Allez savoir pourquoi, on a beau avoir beaucoup rancardé notre môme en cuisine, on ne lui a jamais appris à la faire. Peut-être parce que, avant elle, des générations de femmes ont subi la dictature de l’école ménagère et du frichti quotidien sans pouvoir moufter plus loin que leurs fourneaux. Alors ce matin, on se fait tout petit tandis que l’on descend l’escalier. Sûr qu’elle nous aura préparé un petit noir à dézinguer la grande faucheuse et qu’il nous faudra le sucrier entier pour en noyer l’amertume. Alors on effleure la porte de la cuisine, aussi discret que Mirza, notre greffier, quand il s’en revient de sa tournée de gueuzes. Là, derrière, il fait aussi torride que dans le fournil du Tonton de Sochaux. Ce n’est plus une cuisine, c’est Bagdad après la chute de Saddam, tout est fariné et luisant de beurre, du sol au plafond, un monceau de vaisselle sale déborde de l’évier. Vaut mieux pas la ramener, sinon ce sera la guerre de Cent Ans jusqu’aux vêpres. On s’assoit docilement sur la chaise que la gamine vient de nous désigner tout en nous tendant un broc de jus de café et une assiette de biscuits tout chauds sortis du four et joliment disposés. «Ils sont beaux mes cookies, hein ?» qu’elle piaffe en les retirant vivement alors que l’on s’apprêtait à en prendre un. «C’est pas pour toi, c’est pour mon amoureux !» Manquait plus que ça. Autant retourner se coucher…

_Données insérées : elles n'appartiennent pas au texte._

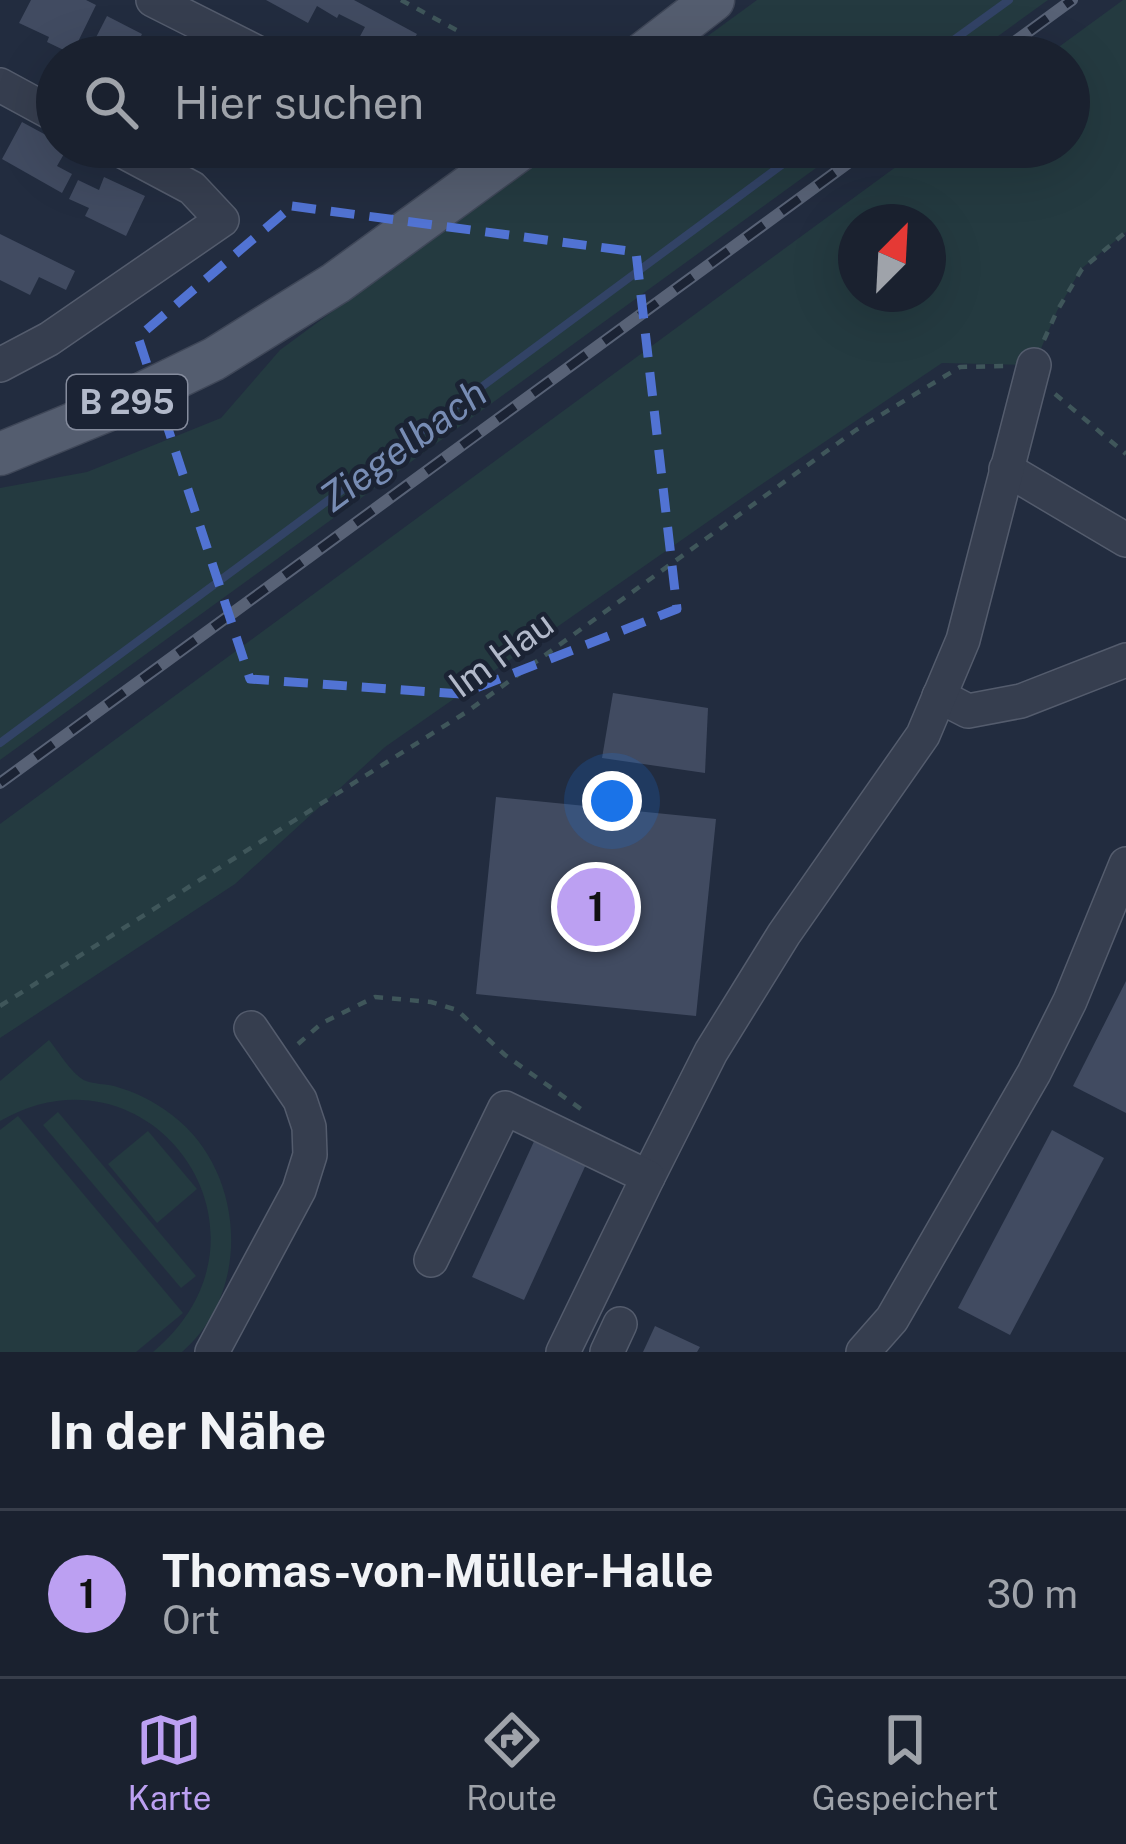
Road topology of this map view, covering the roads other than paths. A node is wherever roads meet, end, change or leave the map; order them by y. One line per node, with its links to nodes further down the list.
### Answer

Blonds. On a déniché une recette de «cookies au chocolat blanc et noix de pécan» dans un malin petit coffret de recettes sucrées (1). Il vous faut 125 g de beurre demi-sel mou ; 50 g de sucre en poudre ; 50 g de sucre roux ; 1 cuillère à café d’extrait de vanille ; 1 œuf ; 175 g de farine ; 1 cuillère à café rase de levure chimique ; 1 pincée de sel ; 100 g de chocolat blanc ; 50 g de noix de pécan. Préchauffez votre four à 180 degrés. Coupez le chocolat blanc et les noix de pécan en petits morceaux. Dans un saladier, mélangez le beurre et les sucres jusqu’à ce que le mélange soit bien crémeux. Ajoutez l’œuf et la vanille, puis mélangez. Ajoutez la farine, la levure, le sel, les morceaux de chocolat blanc et les noix de pécan, puis remuez jusqu’à obtenir une pâte souple. Disposez 6 tas de pâte de la taille d’une noix sur une plaque de cuisson, en les espaçant bien. Enfournez et laissez cuire pendant dix minutes environ. Les cookies doivent être blonds mais encore très souples. Laissez-les refroidir deux minutes pour les raffermir un peu, puis déposez-les sur une grille. Faites cuire le restant de pâte de la même manière. Les cookies se conservent deux jours dans une boîte en fer-blanc.

(1) «Le Petit Coffret de pâtisserie», de Pascal Weeks, Héloïse Martel et Philippe Chavanne, éditions First, 7,95 €.